Compte tenu de la durée de présence en France de M. C…, et de son absence d’attaches privées et personnelles sur le territoire français, et alors même que sa présence ne constitue pas une menace pour l’ordre public et qu’il n’a encore fait l’objet d’aucune mesure d’éloignement, le préfet de la Haute-Saône n’a pas fait une inexacte application des dispositions des articles L. 612-8 et L. 612-10 du code de l’entrée et du séjour des étrangers et du droit d’asile en prononçant à son encontre une interdiction de retour sur le territoire français pour une durée d’un an.
Il résulte de tout de ce qui précède que les conclusions à fin d’annulation présentées par M. C… doivent être rejetées ainsi que, par voie de conséquence, ses conclusions présentées au titre des dispositions de l’article L. 761-1 du code de justice administrative.
D E C I D E :
Article 1er : La requête de M. C… est rejetée.
Article 2 : Le présent jugement sera notifié à M. A… C…, au préfet de la Haute-Saône et au préfet du Doubs.

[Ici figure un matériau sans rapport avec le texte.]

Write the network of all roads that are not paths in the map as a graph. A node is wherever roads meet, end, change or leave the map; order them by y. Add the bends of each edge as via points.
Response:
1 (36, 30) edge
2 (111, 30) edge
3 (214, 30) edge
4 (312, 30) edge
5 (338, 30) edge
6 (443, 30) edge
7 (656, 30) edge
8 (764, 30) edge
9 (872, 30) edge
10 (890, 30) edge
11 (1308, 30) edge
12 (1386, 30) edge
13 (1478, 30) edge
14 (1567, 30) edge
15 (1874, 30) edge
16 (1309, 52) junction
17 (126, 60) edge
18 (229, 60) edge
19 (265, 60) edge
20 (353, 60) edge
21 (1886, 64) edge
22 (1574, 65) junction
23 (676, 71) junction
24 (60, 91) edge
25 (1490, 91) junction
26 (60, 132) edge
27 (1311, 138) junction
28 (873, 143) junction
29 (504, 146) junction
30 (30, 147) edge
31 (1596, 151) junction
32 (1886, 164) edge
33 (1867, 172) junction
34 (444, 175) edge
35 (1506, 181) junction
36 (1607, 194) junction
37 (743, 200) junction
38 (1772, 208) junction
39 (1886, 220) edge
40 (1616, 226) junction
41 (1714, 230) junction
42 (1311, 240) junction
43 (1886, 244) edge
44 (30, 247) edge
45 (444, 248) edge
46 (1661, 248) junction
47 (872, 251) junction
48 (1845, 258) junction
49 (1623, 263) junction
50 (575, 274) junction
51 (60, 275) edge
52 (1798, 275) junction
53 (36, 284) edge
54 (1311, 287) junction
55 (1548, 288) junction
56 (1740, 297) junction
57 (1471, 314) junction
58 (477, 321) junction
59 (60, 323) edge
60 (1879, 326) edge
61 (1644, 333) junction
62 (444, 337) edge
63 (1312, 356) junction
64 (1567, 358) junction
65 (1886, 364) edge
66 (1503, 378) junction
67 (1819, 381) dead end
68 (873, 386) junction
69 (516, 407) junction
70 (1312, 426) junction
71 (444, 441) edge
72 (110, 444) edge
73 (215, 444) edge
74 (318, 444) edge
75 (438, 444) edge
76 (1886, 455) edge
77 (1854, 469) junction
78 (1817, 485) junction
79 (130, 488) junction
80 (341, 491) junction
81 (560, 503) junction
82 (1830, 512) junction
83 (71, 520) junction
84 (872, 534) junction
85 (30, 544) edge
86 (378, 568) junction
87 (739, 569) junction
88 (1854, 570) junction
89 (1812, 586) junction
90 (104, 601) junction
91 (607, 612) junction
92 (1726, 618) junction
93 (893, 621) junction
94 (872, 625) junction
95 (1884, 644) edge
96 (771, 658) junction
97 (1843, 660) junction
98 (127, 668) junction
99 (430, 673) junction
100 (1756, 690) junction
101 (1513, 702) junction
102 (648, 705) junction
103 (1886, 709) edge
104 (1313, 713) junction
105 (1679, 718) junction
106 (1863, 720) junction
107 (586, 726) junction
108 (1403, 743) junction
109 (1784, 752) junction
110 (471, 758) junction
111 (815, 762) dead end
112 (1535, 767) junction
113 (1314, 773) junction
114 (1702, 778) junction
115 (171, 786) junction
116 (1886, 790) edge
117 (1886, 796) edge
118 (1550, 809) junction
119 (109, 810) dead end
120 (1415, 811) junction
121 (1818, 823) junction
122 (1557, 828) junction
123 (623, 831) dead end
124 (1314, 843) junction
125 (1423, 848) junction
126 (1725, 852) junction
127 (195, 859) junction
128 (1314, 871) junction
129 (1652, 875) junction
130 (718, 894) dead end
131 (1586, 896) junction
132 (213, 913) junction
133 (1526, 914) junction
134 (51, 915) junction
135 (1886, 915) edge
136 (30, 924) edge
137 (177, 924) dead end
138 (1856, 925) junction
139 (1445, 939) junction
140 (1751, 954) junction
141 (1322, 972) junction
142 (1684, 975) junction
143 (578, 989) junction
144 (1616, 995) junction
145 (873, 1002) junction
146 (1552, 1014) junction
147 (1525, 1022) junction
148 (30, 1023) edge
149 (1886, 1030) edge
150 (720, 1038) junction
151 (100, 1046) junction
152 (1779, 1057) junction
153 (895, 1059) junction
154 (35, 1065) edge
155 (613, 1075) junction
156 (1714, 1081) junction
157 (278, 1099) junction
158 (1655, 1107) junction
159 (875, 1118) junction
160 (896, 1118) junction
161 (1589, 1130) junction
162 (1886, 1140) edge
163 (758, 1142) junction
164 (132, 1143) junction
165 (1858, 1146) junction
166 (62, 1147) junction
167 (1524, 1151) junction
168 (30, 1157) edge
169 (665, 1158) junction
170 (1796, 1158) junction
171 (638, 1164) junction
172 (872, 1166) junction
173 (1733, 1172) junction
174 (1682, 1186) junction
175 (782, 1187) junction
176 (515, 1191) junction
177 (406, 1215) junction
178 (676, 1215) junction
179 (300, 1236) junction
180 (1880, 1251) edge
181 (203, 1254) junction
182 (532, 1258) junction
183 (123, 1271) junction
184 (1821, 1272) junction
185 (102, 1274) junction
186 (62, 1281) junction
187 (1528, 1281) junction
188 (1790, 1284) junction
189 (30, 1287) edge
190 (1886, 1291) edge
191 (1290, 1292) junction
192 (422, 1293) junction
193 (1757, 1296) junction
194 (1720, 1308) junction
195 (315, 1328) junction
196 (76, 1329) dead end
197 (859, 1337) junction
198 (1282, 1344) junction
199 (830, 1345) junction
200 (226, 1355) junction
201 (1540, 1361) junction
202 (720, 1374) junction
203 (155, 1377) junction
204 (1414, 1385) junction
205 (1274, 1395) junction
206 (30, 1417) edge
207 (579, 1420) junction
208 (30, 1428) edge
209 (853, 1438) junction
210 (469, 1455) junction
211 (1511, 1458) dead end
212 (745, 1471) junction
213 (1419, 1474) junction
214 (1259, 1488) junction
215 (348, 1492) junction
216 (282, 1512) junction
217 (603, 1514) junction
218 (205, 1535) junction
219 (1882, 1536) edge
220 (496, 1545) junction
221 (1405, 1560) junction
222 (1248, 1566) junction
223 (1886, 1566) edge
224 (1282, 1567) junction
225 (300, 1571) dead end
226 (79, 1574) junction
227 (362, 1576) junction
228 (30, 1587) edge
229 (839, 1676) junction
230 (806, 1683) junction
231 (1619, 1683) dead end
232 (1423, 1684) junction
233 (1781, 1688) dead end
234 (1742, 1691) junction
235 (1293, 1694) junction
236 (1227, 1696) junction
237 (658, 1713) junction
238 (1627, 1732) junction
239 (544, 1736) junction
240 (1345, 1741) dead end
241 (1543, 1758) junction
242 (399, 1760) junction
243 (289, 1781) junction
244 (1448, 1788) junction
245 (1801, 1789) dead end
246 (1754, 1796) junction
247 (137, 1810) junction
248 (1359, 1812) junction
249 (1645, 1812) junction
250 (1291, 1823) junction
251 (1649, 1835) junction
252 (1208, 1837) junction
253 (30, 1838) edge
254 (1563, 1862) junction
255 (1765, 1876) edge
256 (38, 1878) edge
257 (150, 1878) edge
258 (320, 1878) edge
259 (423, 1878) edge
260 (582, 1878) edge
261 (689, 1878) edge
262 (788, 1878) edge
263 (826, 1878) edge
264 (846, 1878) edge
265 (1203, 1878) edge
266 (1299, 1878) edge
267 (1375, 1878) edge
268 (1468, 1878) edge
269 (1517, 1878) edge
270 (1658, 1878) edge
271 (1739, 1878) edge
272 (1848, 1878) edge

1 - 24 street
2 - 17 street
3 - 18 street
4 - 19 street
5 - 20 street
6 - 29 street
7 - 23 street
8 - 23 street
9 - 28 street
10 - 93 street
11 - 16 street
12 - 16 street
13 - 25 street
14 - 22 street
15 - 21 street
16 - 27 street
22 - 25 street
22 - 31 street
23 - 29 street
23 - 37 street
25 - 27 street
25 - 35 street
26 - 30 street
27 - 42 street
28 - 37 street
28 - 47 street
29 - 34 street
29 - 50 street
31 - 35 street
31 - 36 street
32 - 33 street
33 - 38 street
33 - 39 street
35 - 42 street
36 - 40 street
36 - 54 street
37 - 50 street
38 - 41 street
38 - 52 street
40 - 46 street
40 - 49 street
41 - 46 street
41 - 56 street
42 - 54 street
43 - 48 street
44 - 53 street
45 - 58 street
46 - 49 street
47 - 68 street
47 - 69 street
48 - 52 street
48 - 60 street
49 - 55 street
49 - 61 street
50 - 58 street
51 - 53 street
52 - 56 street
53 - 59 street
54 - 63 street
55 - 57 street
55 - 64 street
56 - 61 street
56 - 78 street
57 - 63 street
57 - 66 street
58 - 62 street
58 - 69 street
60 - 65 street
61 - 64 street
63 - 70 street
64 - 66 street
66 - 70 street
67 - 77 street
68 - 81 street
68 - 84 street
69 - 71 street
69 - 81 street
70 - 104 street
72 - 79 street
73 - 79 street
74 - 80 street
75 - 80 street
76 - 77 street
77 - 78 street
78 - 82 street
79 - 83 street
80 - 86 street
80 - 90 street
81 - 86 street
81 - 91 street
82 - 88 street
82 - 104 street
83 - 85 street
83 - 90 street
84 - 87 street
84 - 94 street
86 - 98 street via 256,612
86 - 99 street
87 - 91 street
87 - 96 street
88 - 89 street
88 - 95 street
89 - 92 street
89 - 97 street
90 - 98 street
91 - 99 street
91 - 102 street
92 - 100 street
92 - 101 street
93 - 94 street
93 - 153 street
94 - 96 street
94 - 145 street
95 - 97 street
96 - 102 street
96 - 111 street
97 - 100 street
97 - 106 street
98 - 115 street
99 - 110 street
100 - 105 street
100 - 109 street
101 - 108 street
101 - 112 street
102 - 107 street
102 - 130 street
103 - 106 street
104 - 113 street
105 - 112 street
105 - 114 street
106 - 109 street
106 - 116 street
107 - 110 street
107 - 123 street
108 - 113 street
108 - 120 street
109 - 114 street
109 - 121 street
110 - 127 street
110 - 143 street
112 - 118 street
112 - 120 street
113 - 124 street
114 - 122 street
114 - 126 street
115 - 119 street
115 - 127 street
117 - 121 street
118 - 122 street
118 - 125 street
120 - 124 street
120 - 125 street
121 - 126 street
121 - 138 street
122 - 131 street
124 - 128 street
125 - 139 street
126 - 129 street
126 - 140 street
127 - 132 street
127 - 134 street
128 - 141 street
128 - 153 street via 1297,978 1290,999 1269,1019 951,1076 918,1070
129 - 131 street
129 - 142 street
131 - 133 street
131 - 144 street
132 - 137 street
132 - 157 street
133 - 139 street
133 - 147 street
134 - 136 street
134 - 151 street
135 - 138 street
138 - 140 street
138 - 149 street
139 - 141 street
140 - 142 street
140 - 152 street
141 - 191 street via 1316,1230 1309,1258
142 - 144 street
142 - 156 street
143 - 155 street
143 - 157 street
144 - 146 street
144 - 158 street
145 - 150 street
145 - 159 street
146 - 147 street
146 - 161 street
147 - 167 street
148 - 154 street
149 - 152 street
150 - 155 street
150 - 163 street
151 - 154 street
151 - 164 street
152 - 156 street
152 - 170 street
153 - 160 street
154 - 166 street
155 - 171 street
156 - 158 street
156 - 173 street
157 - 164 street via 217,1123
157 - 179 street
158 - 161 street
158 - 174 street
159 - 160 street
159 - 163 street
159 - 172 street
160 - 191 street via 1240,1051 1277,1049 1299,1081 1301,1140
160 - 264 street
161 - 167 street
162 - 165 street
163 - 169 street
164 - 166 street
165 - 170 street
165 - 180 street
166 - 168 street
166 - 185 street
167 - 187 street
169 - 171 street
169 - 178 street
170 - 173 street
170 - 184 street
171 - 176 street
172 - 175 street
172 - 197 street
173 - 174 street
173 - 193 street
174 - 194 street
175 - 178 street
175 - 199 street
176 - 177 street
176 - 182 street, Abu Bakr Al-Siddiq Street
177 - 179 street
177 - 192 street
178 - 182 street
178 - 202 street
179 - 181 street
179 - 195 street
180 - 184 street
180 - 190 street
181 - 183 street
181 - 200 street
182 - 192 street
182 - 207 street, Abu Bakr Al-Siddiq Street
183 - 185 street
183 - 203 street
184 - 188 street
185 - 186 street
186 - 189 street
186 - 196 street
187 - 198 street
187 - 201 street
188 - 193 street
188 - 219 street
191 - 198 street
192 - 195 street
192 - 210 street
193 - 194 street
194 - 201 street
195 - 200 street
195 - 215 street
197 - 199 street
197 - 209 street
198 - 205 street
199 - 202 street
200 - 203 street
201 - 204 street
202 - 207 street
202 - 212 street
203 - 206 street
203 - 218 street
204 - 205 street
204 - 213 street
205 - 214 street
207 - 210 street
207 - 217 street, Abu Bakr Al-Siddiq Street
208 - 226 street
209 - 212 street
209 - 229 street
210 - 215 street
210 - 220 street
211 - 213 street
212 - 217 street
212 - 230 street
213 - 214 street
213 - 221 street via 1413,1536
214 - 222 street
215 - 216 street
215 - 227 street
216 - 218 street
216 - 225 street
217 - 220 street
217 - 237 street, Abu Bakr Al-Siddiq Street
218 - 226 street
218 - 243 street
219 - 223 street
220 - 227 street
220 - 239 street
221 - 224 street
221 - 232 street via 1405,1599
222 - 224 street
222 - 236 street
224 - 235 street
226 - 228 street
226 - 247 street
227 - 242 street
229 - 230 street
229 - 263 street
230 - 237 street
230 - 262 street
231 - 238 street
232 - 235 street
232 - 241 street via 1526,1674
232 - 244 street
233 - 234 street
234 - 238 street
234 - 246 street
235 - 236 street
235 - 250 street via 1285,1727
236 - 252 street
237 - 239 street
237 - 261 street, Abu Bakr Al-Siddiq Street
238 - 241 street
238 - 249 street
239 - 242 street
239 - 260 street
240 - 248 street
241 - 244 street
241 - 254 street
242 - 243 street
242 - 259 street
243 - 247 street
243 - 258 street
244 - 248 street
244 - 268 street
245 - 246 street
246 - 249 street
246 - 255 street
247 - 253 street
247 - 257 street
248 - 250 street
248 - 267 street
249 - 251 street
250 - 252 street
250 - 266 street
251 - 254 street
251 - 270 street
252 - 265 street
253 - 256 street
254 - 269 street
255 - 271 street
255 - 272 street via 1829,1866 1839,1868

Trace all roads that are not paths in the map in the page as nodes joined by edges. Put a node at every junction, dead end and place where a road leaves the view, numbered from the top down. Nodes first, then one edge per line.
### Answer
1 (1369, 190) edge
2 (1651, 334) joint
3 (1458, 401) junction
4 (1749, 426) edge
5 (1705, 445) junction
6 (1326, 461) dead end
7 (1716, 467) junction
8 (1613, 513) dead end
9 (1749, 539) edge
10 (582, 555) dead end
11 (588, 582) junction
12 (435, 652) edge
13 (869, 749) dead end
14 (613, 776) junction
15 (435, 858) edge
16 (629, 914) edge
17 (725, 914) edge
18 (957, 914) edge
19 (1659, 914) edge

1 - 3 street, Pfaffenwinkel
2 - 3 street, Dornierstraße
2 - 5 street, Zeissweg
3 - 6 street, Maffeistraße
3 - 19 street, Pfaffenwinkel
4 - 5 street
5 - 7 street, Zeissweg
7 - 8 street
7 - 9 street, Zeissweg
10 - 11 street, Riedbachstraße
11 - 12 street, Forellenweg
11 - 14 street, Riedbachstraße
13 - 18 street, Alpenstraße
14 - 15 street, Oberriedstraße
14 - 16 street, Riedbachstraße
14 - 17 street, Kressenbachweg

Rendu public par mise à disposition au greffe le 20 mars 2026.
La magistrate désignée,
A. Fessard-Marguerie
La greffière,
S. Matusinski
La République mande et ordonne aux préfets de la Haute-Saône et du Doubs en ce qui les concerne ou à tous commissaires de justice à ce requis en ce qui concerne les voies de droit commun contre les parties privées de pourvoir à l’exécution du présent jugement.